- Required work
Those lines of the data that hold the word "dead" are to be copied out.

- Entries supplied
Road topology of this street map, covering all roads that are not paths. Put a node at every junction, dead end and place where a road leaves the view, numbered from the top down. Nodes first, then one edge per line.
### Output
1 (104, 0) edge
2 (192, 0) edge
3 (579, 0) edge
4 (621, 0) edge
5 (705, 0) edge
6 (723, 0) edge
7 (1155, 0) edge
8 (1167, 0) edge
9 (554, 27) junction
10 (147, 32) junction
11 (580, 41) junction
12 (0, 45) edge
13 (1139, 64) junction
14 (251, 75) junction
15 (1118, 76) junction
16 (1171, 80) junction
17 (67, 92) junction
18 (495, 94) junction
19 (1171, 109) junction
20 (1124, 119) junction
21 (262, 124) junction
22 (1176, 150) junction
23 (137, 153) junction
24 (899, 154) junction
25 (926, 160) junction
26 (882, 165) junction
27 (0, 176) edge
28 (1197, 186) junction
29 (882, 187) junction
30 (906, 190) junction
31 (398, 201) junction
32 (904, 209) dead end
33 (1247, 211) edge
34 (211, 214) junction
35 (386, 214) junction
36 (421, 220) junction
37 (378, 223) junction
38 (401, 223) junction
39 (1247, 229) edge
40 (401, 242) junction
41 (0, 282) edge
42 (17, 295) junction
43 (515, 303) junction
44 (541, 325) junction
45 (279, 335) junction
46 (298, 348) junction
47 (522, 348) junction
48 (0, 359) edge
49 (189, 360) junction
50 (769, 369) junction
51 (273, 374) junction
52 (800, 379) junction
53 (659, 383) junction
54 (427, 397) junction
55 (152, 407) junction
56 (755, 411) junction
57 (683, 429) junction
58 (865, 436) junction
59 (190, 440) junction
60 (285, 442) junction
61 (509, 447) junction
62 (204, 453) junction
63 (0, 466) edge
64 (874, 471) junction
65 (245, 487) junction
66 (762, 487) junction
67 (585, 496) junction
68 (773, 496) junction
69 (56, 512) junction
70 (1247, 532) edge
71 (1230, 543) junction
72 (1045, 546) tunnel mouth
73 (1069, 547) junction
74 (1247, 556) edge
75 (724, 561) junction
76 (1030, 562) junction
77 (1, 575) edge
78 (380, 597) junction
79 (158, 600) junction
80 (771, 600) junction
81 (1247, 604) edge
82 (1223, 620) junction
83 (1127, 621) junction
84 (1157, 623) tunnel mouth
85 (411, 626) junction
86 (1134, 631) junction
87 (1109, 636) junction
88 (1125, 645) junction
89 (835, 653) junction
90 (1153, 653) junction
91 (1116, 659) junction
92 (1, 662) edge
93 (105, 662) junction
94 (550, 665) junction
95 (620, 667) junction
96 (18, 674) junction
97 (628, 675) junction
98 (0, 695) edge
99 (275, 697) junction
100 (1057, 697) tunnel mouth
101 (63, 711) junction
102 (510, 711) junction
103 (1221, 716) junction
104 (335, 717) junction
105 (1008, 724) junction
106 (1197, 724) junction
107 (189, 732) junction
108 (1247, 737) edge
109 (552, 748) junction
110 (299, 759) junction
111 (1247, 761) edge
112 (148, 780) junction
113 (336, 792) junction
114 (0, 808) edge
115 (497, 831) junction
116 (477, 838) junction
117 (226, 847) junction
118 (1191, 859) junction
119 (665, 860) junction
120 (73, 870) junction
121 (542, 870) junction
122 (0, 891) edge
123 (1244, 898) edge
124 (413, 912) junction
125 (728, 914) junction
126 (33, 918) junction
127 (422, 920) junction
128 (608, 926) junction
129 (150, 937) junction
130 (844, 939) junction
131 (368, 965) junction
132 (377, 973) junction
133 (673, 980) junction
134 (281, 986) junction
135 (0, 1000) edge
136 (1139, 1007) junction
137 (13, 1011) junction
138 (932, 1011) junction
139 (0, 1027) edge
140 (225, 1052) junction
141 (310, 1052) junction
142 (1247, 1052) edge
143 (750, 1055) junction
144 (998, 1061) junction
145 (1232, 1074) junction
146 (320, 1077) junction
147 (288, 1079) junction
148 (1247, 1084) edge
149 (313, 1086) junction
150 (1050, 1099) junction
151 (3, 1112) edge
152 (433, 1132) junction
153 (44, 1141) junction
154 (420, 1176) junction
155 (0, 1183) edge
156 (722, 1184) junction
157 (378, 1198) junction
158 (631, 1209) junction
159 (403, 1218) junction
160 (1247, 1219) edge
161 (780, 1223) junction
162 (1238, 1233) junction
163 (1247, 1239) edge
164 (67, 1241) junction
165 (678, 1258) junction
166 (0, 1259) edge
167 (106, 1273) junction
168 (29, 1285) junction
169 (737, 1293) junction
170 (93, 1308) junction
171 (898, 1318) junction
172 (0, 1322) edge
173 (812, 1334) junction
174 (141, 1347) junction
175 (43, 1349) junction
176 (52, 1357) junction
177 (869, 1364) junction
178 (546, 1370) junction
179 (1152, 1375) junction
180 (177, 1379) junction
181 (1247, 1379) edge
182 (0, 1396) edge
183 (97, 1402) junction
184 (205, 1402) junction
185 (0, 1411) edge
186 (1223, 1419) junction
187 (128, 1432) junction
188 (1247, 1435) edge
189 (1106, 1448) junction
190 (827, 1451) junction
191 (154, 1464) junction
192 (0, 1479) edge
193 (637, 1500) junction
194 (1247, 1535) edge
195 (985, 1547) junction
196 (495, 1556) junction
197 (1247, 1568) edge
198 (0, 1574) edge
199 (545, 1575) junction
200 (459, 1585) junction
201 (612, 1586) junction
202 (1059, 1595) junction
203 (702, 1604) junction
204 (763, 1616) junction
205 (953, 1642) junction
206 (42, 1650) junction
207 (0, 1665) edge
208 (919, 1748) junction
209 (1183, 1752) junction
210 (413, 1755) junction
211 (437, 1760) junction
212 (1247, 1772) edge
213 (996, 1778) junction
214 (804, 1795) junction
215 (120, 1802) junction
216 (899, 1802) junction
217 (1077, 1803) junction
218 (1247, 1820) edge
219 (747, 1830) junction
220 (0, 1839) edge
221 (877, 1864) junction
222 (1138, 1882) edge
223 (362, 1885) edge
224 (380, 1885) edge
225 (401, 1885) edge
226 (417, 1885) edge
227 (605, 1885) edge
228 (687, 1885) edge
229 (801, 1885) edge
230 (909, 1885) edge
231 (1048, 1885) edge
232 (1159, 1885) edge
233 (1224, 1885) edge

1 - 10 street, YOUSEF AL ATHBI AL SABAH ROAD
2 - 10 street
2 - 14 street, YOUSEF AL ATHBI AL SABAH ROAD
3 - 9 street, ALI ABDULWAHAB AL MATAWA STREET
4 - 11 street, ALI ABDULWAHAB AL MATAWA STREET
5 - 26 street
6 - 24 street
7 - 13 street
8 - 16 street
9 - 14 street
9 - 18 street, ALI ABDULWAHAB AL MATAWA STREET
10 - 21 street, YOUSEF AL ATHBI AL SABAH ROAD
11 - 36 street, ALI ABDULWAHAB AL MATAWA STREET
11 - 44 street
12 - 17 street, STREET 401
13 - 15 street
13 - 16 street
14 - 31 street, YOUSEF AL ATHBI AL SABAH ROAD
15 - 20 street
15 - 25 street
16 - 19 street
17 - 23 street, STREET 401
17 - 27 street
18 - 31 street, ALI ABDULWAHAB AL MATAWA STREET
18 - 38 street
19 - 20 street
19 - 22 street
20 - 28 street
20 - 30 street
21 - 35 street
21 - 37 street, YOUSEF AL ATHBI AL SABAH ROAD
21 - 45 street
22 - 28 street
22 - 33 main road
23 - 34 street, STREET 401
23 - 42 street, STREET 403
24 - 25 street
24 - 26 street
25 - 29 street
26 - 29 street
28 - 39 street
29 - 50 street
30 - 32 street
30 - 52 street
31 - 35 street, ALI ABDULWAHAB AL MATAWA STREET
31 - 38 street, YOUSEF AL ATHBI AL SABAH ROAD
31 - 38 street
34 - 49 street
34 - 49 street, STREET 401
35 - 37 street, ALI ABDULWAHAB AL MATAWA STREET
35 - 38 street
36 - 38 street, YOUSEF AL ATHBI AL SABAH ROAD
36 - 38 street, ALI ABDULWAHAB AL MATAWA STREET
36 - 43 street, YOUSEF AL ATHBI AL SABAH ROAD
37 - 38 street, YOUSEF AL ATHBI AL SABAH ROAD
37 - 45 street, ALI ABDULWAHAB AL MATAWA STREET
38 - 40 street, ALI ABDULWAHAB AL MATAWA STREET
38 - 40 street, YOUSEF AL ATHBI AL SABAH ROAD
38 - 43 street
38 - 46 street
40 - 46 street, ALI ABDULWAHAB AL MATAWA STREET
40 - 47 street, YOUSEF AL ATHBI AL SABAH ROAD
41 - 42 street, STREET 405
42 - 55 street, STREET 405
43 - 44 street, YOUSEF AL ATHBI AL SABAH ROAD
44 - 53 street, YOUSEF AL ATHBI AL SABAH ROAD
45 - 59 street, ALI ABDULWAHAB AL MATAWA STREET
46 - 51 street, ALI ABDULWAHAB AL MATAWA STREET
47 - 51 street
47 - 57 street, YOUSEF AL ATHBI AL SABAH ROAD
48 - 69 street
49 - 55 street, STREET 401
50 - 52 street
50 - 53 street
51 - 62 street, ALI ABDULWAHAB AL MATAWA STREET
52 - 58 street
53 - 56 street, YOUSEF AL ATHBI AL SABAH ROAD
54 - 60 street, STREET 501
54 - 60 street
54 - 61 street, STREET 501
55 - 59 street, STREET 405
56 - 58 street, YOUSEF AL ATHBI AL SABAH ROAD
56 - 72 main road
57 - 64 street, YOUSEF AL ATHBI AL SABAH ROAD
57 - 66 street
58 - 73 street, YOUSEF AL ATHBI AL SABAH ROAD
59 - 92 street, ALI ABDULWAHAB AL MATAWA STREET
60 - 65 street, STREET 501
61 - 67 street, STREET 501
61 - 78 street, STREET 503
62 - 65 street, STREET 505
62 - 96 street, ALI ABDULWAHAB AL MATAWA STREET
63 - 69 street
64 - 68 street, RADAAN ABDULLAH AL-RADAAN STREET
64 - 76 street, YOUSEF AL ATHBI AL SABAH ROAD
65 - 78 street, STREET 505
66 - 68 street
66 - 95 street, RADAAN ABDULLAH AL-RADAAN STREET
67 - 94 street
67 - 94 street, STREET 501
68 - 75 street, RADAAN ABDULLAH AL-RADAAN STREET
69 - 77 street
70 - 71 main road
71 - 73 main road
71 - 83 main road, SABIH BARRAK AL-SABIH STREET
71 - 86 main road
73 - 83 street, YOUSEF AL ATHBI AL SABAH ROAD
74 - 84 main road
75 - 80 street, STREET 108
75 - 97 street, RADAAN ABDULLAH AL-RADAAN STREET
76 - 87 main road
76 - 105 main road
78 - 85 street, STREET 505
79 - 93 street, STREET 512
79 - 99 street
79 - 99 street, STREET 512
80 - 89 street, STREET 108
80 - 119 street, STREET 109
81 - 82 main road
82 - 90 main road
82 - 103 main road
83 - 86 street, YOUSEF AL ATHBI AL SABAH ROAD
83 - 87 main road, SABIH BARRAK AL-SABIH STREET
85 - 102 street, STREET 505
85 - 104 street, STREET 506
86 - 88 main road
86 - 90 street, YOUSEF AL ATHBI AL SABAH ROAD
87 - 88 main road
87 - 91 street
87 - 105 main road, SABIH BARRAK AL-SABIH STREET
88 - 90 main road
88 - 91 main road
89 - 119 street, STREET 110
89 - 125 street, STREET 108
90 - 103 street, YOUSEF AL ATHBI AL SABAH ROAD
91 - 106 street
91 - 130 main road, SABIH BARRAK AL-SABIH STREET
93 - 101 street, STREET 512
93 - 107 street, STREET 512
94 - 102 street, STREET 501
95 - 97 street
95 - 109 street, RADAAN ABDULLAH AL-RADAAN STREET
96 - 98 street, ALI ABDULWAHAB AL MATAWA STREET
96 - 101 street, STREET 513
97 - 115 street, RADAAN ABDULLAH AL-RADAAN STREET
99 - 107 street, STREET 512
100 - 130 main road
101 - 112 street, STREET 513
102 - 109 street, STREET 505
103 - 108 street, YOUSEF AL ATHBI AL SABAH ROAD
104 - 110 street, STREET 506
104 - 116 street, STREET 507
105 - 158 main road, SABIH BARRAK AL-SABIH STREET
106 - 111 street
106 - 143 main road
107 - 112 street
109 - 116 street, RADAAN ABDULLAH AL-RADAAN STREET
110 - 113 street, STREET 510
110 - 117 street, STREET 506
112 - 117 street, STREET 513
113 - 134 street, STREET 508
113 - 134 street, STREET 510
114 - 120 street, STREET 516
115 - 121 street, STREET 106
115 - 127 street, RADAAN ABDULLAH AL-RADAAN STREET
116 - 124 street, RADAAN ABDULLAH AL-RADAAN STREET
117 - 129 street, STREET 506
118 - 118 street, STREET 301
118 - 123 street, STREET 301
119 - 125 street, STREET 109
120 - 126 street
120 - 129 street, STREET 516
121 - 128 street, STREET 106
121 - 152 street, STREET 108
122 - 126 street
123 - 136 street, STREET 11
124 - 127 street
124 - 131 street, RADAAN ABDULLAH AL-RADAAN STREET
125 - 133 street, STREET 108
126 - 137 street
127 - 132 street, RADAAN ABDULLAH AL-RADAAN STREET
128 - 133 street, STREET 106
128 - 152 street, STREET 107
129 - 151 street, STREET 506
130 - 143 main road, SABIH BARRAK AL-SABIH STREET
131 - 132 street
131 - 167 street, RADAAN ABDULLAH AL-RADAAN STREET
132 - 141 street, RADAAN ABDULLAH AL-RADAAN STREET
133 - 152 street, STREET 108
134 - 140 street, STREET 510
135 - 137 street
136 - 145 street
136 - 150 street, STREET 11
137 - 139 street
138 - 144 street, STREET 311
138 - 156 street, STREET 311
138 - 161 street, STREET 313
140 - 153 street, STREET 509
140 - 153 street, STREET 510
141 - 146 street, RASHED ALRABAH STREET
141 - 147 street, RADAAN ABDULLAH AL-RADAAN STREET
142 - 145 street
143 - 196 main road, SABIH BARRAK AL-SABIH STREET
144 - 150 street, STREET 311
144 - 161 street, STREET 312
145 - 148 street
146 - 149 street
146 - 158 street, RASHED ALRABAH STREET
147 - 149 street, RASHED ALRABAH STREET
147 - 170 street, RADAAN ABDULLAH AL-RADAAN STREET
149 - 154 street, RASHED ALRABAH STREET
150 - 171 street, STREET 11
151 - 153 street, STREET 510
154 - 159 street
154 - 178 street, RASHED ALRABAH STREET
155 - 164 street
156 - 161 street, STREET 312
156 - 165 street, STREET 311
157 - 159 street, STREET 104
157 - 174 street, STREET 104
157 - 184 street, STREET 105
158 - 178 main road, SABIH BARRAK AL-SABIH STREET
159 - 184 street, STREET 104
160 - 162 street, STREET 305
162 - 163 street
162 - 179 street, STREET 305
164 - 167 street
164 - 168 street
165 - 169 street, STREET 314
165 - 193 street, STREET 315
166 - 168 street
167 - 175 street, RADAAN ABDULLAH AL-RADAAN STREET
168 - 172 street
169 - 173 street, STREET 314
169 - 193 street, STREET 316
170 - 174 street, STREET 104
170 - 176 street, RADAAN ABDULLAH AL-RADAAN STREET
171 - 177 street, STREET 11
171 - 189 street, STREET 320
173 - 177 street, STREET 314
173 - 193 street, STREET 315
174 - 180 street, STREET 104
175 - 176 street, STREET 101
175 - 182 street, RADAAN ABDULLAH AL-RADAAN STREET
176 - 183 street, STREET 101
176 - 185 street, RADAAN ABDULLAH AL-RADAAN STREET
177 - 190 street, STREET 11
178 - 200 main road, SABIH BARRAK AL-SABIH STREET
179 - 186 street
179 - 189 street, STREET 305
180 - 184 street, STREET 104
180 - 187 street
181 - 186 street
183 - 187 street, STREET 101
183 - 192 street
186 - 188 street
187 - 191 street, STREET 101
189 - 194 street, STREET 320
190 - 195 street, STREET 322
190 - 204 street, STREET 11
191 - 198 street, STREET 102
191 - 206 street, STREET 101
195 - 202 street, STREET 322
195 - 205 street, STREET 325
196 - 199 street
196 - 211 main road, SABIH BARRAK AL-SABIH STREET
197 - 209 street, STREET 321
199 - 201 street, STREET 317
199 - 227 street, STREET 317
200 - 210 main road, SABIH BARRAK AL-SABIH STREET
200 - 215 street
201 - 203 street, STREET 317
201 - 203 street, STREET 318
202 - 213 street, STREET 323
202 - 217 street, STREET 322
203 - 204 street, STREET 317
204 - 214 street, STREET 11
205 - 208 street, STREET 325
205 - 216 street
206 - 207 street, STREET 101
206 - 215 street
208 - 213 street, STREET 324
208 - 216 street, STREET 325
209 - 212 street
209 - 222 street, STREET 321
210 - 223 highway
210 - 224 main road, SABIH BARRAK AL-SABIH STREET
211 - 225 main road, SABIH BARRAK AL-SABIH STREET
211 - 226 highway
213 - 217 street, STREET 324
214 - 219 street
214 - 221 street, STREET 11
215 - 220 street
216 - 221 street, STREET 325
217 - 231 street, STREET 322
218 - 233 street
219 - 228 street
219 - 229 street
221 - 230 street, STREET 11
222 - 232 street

- Solution below
Road topology of this street map, covering all roads that are not paths. Put a node at every junction, dead end and place where a road leaves the view, numbered from the top down. Nodes first, then one edge per line.
32 (904, 209) dead end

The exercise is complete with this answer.